Stored data
= Beginning of Section =

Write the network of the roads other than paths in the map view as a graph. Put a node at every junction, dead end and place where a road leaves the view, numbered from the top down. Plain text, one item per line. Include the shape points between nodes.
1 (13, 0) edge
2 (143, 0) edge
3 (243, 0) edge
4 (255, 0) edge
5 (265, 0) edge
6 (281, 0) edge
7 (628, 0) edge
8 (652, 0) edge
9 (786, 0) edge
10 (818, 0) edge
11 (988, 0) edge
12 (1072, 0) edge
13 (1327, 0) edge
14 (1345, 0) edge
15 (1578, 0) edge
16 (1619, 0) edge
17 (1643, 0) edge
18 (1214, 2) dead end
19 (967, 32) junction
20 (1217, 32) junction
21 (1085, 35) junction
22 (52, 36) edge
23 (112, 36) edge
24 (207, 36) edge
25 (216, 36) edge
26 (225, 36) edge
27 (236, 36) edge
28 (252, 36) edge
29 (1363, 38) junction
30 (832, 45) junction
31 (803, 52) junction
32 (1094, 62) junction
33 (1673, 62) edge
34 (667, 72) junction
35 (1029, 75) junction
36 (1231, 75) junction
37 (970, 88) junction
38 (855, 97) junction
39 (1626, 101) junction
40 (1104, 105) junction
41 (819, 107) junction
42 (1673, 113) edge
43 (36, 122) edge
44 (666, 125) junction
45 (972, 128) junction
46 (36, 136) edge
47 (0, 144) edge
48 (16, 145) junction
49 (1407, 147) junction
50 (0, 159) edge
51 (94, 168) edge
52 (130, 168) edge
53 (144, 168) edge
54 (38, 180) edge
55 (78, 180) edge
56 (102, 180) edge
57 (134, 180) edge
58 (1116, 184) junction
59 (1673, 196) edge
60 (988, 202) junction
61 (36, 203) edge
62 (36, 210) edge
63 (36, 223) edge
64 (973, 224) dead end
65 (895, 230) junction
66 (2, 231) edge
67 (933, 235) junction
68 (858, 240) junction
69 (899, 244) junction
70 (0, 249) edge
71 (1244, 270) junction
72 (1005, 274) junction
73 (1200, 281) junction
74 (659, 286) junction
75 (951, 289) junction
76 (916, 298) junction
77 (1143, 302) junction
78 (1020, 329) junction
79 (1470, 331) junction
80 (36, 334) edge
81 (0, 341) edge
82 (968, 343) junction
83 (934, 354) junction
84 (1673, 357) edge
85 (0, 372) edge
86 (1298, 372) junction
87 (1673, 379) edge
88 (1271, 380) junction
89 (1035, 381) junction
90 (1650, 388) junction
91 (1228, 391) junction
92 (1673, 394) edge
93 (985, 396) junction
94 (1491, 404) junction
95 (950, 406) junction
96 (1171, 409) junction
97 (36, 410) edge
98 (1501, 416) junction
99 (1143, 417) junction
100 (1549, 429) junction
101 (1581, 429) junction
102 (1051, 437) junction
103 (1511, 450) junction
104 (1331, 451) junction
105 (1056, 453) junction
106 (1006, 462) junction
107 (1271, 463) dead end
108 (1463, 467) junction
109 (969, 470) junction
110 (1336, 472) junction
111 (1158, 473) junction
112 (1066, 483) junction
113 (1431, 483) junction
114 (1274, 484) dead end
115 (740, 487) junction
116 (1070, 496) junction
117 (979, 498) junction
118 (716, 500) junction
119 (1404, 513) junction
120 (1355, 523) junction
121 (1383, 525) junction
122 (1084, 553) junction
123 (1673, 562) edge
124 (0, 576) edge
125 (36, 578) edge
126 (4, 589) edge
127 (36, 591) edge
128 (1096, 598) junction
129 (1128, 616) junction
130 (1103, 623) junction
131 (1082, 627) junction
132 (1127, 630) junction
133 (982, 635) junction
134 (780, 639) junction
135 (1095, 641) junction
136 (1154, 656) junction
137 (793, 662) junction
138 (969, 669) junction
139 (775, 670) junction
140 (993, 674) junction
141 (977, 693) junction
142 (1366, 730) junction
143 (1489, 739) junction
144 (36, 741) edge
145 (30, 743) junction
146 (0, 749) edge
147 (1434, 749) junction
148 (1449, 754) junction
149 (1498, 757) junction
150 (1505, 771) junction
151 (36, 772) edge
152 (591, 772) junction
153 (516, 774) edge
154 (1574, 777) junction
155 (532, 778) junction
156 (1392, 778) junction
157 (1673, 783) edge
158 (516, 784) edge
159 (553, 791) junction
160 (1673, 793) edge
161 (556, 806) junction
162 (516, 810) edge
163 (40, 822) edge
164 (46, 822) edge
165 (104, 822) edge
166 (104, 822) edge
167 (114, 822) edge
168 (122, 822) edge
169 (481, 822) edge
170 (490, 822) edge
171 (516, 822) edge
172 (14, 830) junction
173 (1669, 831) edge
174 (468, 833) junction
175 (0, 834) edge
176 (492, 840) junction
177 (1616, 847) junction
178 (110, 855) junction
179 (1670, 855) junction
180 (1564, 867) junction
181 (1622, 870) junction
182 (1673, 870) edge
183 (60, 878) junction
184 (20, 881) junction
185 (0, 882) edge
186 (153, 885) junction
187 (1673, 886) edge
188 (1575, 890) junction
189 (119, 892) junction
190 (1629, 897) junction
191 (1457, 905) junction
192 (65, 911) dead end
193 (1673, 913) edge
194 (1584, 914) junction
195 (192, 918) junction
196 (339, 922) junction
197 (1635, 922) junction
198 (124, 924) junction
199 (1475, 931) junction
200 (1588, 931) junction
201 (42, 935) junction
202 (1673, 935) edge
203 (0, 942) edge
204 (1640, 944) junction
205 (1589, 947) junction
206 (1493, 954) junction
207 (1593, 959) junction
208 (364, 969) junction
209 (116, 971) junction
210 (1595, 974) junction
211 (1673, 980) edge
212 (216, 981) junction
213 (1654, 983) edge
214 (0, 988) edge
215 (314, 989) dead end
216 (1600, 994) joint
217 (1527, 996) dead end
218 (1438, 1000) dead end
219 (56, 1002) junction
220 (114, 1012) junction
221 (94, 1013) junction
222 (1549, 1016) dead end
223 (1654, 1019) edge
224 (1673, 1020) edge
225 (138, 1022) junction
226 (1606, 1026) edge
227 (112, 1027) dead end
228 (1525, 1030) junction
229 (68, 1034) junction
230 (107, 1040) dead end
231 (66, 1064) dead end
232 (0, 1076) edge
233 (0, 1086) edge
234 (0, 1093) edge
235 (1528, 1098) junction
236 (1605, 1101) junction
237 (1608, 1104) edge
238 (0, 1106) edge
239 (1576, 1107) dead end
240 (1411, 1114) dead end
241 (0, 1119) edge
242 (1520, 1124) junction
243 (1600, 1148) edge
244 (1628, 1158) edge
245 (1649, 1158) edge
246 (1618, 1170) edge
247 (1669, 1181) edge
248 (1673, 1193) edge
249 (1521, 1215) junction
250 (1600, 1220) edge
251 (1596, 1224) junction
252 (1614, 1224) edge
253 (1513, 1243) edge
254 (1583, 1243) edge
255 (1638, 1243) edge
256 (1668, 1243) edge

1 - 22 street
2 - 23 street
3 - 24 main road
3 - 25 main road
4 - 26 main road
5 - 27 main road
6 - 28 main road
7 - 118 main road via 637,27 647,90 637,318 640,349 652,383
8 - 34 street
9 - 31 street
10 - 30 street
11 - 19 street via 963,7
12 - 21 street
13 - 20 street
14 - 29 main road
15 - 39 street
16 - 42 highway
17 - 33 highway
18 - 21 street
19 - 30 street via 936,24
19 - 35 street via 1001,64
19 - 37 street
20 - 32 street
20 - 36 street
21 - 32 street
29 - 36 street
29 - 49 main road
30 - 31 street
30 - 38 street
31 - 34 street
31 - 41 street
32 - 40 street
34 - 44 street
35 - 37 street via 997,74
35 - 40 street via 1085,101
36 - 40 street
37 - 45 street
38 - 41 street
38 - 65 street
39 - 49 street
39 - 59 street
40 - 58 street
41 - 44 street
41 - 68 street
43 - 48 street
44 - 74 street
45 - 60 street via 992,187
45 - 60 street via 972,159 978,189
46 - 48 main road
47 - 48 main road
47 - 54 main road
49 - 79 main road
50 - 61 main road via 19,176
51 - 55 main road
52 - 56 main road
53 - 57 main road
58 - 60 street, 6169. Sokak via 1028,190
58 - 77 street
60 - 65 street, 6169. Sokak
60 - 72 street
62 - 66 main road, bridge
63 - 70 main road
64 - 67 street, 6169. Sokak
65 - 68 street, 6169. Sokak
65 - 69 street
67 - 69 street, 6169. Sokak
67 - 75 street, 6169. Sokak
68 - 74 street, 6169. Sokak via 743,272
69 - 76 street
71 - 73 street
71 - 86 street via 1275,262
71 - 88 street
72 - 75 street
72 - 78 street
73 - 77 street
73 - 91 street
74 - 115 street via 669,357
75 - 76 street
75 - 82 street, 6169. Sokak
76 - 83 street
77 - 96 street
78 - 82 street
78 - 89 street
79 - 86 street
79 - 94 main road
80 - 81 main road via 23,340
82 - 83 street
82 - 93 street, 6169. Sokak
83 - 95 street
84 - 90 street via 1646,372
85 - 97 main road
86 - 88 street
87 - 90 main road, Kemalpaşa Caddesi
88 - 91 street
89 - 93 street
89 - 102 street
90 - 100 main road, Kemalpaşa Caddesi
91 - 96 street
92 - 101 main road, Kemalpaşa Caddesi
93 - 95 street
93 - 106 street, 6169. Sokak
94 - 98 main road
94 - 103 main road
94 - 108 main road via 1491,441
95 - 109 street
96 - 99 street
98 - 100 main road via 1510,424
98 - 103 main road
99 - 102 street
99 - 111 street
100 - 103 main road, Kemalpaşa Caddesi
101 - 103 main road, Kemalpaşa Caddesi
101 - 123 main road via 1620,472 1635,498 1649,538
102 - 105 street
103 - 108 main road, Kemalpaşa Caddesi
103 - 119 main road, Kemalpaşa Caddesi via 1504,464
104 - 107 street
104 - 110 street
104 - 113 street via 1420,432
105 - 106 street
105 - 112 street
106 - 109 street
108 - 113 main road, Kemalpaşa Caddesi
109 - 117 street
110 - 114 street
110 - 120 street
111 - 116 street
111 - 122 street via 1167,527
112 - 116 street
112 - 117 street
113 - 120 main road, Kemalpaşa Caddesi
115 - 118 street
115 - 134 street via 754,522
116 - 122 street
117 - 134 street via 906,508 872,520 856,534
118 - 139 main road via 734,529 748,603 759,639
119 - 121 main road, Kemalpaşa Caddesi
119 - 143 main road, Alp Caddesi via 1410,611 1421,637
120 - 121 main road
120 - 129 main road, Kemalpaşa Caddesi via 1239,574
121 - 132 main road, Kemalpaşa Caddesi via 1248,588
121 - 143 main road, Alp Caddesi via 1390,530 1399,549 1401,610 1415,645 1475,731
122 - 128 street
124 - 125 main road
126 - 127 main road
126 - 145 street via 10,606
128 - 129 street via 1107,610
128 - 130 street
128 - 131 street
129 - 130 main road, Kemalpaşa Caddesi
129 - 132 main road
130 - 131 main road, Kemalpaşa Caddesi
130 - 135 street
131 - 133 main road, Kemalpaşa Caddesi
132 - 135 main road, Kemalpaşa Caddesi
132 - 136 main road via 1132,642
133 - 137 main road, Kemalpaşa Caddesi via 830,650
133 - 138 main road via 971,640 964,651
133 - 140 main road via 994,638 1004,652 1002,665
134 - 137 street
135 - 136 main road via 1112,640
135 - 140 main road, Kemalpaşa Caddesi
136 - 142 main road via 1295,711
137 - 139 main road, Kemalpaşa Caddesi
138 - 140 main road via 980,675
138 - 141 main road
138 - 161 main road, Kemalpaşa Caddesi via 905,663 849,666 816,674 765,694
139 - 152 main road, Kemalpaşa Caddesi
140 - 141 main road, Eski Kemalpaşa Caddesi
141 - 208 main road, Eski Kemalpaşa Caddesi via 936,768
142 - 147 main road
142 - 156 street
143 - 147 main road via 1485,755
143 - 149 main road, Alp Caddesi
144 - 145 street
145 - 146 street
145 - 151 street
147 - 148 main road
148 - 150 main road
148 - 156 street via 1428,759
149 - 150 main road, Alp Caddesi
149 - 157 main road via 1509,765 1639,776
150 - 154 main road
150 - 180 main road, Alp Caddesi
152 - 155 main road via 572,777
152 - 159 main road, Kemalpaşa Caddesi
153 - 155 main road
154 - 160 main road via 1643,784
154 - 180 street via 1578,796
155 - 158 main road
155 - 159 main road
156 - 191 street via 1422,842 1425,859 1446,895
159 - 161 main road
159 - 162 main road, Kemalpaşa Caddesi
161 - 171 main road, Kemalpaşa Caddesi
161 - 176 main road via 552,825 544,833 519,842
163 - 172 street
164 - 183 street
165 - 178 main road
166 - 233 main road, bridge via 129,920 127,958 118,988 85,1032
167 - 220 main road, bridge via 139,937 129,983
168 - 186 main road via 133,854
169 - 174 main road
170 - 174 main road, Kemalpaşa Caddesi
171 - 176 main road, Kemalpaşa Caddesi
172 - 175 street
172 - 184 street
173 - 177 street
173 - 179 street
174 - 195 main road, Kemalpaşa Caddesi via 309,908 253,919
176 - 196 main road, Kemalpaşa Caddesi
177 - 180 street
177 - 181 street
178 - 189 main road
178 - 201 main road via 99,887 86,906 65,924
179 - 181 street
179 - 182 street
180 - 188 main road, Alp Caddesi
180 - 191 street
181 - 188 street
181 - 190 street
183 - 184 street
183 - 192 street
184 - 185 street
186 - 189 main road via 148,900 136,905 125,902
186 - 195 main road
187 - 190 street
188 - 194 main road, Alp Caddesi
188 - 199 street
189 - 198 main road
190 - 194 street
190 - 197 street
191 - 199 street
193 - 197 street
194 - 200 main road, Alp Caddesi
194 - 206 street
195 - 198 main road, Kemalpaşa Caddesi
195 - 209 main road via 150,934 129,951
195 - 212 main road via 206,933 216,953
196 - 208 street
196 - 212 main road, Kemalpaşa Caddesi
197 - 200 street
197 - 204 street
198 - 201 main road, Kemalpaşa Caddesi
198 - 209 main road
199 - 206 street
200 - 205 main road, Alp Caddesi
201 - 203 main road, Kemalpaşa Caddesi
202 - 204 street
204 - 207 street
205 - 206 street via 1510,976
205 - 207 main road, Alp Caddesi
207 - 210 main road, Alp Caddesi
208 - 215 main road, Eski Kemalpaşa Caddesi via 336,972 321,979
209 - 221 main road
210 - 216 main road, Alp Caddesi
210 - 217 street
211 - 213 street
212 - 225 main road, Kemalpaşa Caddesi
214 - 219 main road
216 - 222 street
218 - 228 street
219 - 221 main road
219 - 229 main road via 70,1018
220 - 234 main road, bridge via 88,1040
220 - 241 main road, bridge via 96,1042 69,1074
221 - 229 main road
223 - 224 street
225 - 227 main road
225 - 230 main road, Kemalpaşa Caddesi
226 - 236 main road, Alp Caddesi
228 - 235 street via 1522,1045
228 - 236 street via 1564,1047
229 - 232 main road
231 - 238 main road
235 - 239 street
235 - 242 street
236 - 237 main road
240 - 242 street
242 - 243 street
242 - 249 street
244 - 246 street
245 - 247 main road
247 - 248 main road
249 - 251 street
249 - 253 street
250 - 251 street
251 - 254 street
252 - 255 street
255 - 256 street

= End of Section =

- **TASK REQUIREMENTS**
Looking at the entries above, copy out every line in which "Sokak" occurs.

- **FINISHED EXERCISE**
58 - 60 street, 6169. Sokak via 1028,190
60 - 65 street, 6169. Sokak
64 - 67 street, 6169. Sokak
65 - 68 street, 6169. Sokak
67 - 69 street, 6169. Sokak
67 - 75 street, 6169. Sokak
68 - 74 street, 6169. Sokak via 743,272
75 - 82 street, 6169. Sokak
82 - 93 street, 6169. Sokak
93 - 106 street, 6169. Sokak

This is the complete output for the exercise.